Research on probability statistics of train running safety indices based on pseudo-excitation method

Abstract

In order to explore the random nature of high-speed railway train operation safety indices, the pseudo-excitation method, extreme value theory, and non-stationary harmonic superposition theory are used in this paper to study the statistics of train operation safety indices. The pseudo-excitation load formulation for track irregularity is obtained by the pseudo-excitation method, and the resulting non-stationary random vibration problem is transformed into a deterministic time history problem. The pseudo-excitation method is used to establish the dynamic equations of motion, and the separation iteration method is used to solve the equations, so as to obtain the power spectral density of the wheel-rail interaction forces. The wheel-rail interaction forces are obtained by using a modulation function and the harmonic superposition method. By fitting an extreme value distribution, the maximum values of the train running safety indices are explored. The proposed numerical approach is validated experimentally using the data from a 24.6 m long simply supported concrete bridge by studying the extreme value distributions of driving safety indices. Additional numerical simulation are conducted for varying train speeds and bridge spans.
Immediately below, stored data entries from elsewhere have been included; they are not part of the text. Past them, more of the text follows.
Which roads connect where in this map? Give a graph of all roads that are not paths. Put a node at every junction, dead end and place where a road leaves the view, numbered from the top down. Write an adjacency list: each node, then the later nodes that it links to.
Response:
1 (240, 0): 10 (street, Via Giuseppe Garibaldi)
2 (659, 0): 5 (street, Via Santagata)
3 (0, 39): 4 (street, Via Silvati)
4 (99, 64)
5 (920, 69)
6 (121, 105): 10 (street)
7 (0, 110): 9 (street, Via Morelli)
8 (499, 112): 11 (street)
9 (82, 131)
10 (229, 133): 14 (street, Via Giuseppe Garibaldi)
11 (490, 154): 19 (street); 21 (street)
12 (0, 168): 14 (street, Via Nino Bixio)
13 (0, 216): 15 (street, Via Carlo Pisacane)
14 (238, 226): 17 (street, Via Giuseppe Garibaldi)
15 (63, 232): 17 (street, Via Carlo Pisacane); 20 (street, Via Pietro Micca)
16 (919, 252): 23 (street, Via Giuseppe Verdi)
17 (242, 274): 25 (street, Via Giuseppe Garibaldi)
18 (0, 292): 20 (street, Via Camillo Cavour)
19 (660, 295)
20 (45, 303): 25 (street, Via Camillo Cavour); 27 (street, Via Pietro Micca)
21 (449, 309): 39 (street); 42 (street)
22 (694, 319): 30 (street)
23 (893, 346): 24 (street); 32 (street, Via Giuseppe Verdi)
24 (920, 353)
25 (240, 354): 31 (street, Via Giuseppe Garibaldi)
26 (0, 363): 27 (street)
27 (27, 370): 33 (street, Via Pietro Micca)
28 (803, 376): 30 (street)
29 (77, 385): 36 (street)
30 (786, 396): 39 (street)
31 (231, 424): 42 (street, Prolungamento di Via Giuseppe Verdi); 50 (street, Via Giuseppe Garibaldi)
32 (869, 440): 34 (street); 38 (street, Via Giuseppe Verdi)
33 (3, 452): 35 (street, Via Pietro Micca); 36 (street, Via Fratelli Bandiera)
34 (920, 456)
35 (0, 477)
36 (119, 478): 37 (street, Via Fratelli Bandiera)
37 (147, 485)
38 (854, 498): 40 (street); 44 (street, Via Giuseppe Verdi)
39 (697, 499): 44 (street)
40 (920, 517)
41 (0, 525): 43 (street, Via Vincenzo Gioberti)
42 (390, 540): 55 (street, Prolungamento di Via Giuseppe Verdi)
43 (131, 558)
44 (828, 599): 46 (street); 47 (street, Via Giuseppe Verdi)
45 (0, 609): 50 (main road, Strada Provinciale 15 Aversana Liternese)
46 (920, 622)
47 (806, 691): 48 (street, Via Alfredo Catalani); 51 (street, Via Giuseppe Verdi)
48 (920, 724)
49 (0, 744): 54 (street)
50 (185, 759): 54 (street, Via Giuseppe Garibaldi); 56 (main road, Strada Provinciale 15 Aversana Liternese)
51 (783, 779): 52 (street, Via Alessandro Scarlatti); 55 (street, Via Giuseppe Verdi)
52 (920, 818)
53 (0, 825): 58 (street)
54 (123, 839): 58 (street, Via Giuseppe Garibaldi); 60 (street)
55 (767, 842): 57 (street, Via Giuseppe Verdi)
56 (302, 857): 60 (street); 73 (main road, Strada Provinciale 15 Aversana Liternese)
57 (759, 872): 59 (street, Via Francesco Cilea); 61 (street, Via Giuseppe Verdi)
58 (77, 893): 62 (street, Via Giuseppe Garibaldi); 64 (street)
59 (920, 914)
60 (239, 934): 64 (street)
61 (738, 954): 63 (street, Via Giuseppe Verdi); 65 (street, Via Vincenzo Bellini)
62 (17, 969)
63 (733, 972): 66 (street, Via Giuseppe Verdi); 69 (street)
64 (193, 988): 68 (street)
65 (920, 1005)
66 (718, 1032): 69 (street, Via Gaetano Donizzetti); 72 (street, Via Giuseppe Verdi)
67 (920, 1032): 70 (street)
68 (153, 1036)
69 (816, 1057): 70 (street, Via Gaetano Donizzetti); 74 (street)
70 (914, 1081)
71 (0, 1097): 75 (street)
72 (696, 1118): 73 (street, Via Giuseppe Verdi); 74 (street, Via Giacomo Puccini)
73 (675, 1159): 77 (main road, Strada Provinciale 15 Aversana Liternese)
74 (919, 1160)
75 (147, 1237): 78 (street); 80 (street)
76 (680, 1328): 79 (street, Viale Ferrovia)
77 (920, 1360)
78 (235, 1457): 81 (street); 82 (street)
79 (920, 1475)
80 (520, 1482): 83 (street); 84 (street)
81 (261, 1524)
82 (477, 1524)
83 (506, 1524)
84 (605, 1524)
The results show that the Gumbel distribution can fit the extreme value of driving safety parameters for different speeds and different bridge span lengths. It is observed that the higher the speed, the sharper the extreme value distribution of train running safety indices, and the larger the train running safety index values corresponding to 99.87% confidence level. The corresponding extreme values at the 99.87% confidence level are greater than the maximum value of each time-domain sample.